VIPL’s paper on embodied ObjectGoal navigation is accepted by T-PAMI

Congratulations! VIPL’s paper on embodied ObjectGoal navigation, "HOZ++: Versatile Hierarchical Object-to-Zone Graph for Object Navigation" (authors: Sixian Zhang, Xinhang Song, Xinyao Yu, Yubing Bai, Xinlong Guo, Weijie Li, Shuqiang Jiang), was accepted by IEEE Transactions on Pattern Analysis and Machine Intelligence (T-PAMI). T-PAMI is a tie-1 journal in the fields of pattern recognition, computer vision, and machine learning, with an impact factor of 20.8 in 2024.

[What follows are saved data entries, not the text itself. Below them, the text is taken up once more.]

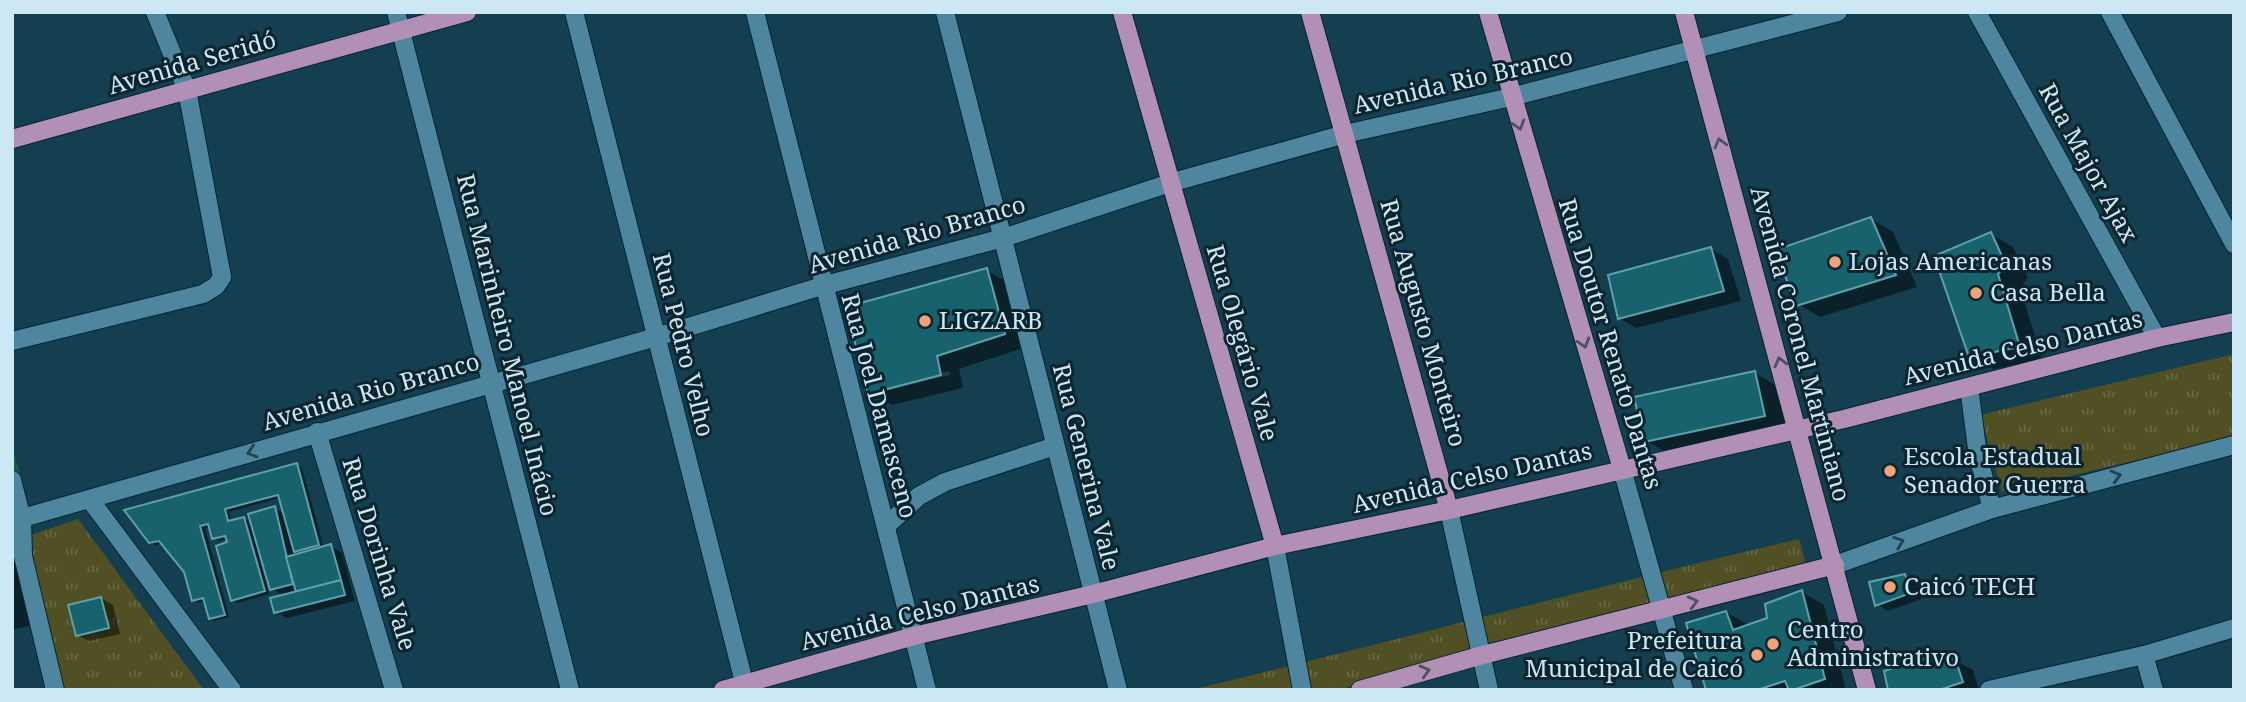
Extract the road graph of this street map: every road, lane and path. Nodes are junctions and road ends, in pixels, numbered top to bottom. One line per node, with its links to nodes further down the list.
1 (155, 12): 15 (street)
2 (467, 12): 13 (main road, Avenida Seridó)
3 (573, 12): 24 (street, Rua Pedro Velho)
4 (755, 12): 22 (street, Rua Joel Damasceno)
5 (946, 12): 20 (street, Rua Generina Vale)
6 (1122, 12): 19 (main road, Rua Olegário Vale)
7 (1310, 12): 17 (main road, Rua Augusto Monteiro)
8 (1488, 12): 16 (main road, Rua Doutor Renato Dantas)
9 (1684, 12): 14 (main road, Avenida Coronel Martiniano)
10 (1838, 12): 14 (street, Avenida Rio Branco)
11 (1977, 12): 25 (street, Rua Major Ajax)
12 (2110, 12): 21 (street)
13 (398, 21): 15 (main road, Avenida Seridó); 27 (street, Rua Marinheiro Manoel Inácio)
14 (1695, 52): 16 (street, Avenida Rio Branco); 29 (main road, Avenida Coronel Martiniano, one-way to 14)
15 (187, 90): 18 (main road, Avenida Seridó); 26 (street)
16 (1511, 97): 17 (street, Avenida Rio Branco); 33 (main road, Rua Doutor Renato Dantas, one-way to 33)
17 (1345, 134): 19 (street, Avenida Rio Branco); 37 (main road, Rua Augusto Monteiro)
18 (12, 139)
19 (1170, 183): 20 (street, Avenida Rio Branco); 41 (main road, Rua Olegário Vale)
20 (1003, 239): 22 (street, Avenida Rio Branco); 32 (street, Rua Generina Vale)
21 (2234, 244)
22 (822, 286): 24 (street, Avenida Rio Branco); 39 (street, Rua Joel Damasceno)
23 (2234, 322): 25 (main road, Avenida Celso Dantas)
24 (656, 337): 27 (street, Avenida Rio Branco); 50 (street, Rua Pedro Velho)
25 (2157, 338): 28 (main road, Avenida Celso Dantas)
26 (12, 341)
27 (491, 383): 30 (street, Avenida Rio Branco); 54 (street, Rua Marinheiro Manoel Inácio)
28 (1969, 387): 29 (main road, Avenida Celso Dantas); 36 (street)
29 (1798, 428): 33 (main road, Avenida Celso Dantas); 43 (main road, Avenida Coronel Martiniano)
30 (317, 432): 35 (street, Avenida Rio Branco, one-way to 35); 53 (street, Rua Dorinha Vale)
31 (2234, 445): 36 (street, one-way to 31)
32 (1055, 446): 39 (street); 44 (street, Rua Generina Vale)
33 (1622, 469): 37 (main road, Avenida Celso Dantas); 45 (street, Rua Doutor Renato Dantas)
34 (12, 480): 38 (street)
35 (91, 501): 38 (street, Avenida Rio Branco); 52 (street)
36 (1992, 509): 43 (street, one-way to 36)
37 (1449, 510): 41 (main road, Avenida Celso Dantas); 49 (street, Rua Augusto Monteiro)
38 (17, 520): 42 (street)
39 (886, 526): 47 (street, Rua Joel Damasceno)
40 (12, 539): 42 (street)
41 (1276, 546): 44 (main road, Avenida Celso Dantas); 58 (street, Rua Olegário Vale)
42 (23, 556): 51 (street)
43 (1835, 565): 45 (main road, one-way to 43); 62 (main road, Avenida Coronel Martiniano)
44 (1093, 594): 47 (main road, Avenida Celso Dantas); 57 (street, Rua Generina Vale)
45 (1662, 609): 49 (main road); 61 (street, Rua Doutor Renato Dantas)
46 (2234, 628): 48 (street)
47 (914, 636): 50 (main road, Avenida Celso Dantas); 56 (street, Rua Joel Damasceno)
48 (2144, 655): 63 (street); 64 (street)
49 (1479, 656): 59 (main road, one-way to 49); 60 (street, Rua Augusto Monteiro)
50 (746, 687): 55 (main road, Avenida Celso Dantas)
51 (55, 690)
52 (232, 690)
53 (394, 690)
54 (570, 690)
55 (723, 690)
56 (927, 690)
57 (1118, 690)
58 (1303, 690)
59 (1360, 690)
60 (1489, 690)
61 (1684, 690)
62 (1867, 690)
63 (1989, 690)
64 (2154, 690)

The goal of object navigation task is to reach the expected objects using visual information in unseen environments. Previous works typically implement deep models as agents that are trained to predict actions based on visual observations. Despite extensive training, agents often fail to make wise decisions when navigating in unseen environments toward invisible targets. In contrast, humans demonstrate a remarkable talent to navigate toward targets even in unseen environments. This superior capability is attributed to the cognitive map in the hippocampus, which enables humans to recall past experiences in similar situations and anticipate future occurrences during navigation. It is also dynamically updated with new observations from unseen environments. The cognitive map equips humans with a wealth of prior knowledge, significantly enhancing their navigation capabilities. Inspired by human navigation mechanisms, we propose the Hierarchical Object-to-Zone (HOZ++) graph, which encapsulates the regularities among objects, zones, and scenes. The HOZ++ graph helps the agent to identify the current zone and the target zone, and computes an optimal path between them, then selects the next zone along the path as the guidance for the agent. Moreover, the HOZ++ graph continuously updates based on real-time observations in new environments, thereby enhancing its adaptability to new environments. Our HOZ++ graph is versatile and can be integrated into existing methods, including end-to-end RL and modular methods. Our method is evaluated across four simulators, including AI2-THOR, RoboTHOR, Gibson, and Matterport 3D. Additionally, we build a realistic environment to evaluate our method in the real world. Experimental results demonstrate the effectiveness and efficiency of our proposed method.